2. 'Medical Cases,’ 1778, third edition 1784; translated into Latin, Leyden, 1785; translated into French, Paris, 1797.
3. An edition of Hoffmann's 'Practice of Medicine,’ 2 vols. 1783.
4. 'The New Dispensatory,’ editions of 1786, 1789, 1791.
5. 'Observations on the Distinguishing Symptoms of three different Species of Pulmonary consumption,’ 1813, second edition 1816.
6. 'The Edinburgh new Dispensatory : containing 1. The Elements of pharmaceutical Chemistry; 2. The Materia medica; or the natural, pharmaceutical and medical History, of the Substances employed in Medicine; 3. The pharmaceutical Preparations and Compositions; including Translations of the Edinburgh Pharmacopoeia published in 1817, of the Dublin Pharmacopoeia in 1807, and of the London Pharmacopoeia in 1815'. Bell & Bradfute, Edinburgh 9th Edition 1819 Digital edition by the University and State Library Düsseldorf

In connection with the Harveian Society of Edinburgh, Duncan published an oration in praise of Harvey, 1778; and memoirs of Alexander Monro (primus), 1780; John Parsens, 1786; John Hope, 1789; Alexander Monro (secundus), 1818; Joseph Banks, 1821; and Henry Raeburn, 1824.

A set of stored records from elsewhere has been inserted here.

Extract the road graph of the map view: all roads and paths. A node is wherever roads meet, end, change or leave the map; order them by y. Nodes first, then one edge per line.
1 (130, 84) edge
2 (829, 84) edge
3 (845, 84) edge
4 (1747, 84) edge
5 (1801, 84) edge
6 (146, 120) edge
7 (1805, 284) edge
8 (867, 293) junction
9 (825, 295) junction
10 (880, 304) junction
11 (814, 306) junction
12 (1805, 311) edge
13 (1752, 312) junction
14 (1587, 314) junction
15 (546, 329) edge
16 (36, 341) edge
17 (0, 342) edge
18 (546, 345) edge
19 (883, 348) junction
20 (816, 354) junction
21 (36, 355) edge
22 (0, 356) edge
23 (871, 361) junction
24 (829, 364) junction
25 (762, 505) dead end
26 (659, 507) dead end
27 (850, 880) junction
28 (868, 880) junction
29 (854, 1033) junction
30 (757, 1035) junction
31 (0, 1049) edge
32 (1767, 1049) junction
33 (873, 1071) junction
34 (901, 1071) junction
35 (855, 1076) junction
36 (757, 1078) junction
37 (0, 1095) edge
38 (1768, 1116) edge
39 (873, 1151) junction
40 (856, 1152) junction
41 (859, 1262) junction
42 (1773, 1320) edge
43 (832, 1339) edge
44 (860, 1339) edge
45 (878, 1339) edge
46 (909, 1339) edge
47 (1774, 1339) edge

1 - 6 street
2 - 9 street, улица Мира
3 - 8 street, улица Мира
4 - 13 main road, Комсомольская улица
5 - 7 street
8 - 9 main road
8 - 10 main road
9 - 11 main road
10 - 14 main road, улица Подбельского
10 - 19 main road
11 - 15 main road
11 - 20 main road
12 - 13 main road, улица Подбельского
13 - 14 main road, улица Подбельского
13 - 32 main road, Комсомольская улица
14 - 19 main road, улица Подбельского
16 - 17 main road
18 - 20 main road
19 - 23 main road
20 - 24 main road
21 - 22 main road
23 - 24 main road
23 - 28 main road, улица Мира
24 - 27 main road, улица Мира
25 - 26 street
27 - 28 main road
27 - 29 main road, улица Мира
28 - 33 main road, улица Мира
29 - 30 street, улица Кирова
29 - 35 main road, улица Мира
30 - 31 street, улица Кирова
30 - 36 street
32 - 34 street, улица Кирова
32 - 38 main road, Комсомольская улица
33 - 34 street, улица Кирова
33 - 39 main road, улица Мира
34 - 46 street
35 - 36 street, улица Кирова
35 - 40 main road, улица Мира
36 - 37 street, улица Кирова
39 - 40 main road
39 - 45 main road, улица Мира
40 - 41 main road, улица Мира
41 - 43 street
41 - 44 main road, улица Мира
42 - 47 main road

Duncan published his Opinion, 1808, and a Letter to Dr. James Gregory, 1811, on the subject of Gregory's many controversies. Some of his poetry is included in Carminum Rariorum Macaronicorum Delectus (Esculapian Society), 1801, second edition enlarged; and Miscellaneous Poems, extracted from the Records of the Circulation Club, Edinburgh, 1818. He also selected and published Monumental Inscriptions selected from Burial Grounds at Edinburgh, 1815.

==Family==
In February 1771, he married Elizabeth Knox, who bore him twelve children. His eldest son, Andrew, also became a professor at Edinburgh. His third son, Alexander Duncan (1780–1859), became a general in the army and distinguished himself in India.

==Freemasonry==
Duncan was a Scottish Freemason. He was initiated in Lodge Canongate Kilwinning, No.2, on 27 December 1774. The Lodge records state that he was the 'founder of the Edinburgh dispensary.'

==Grave==
He is buried together with many of his family in a mausoleum in Buccleuch Churchyard. As a favour, one of his prodigy students is buried in the tomb, having died during his studies: Charles Darwin (1758–1778) by blood the uncle of his namesake Charles Darwin the naturalist, but dying before his birth.

== Legacy ==
The Andrew Duncan Clinic at the Royal Edinburgh Hospital, opened in 1965, is named after him. A bust of Duncan by Lawrence Macdonald is held at the Royal College of Physicians of Edinburgh.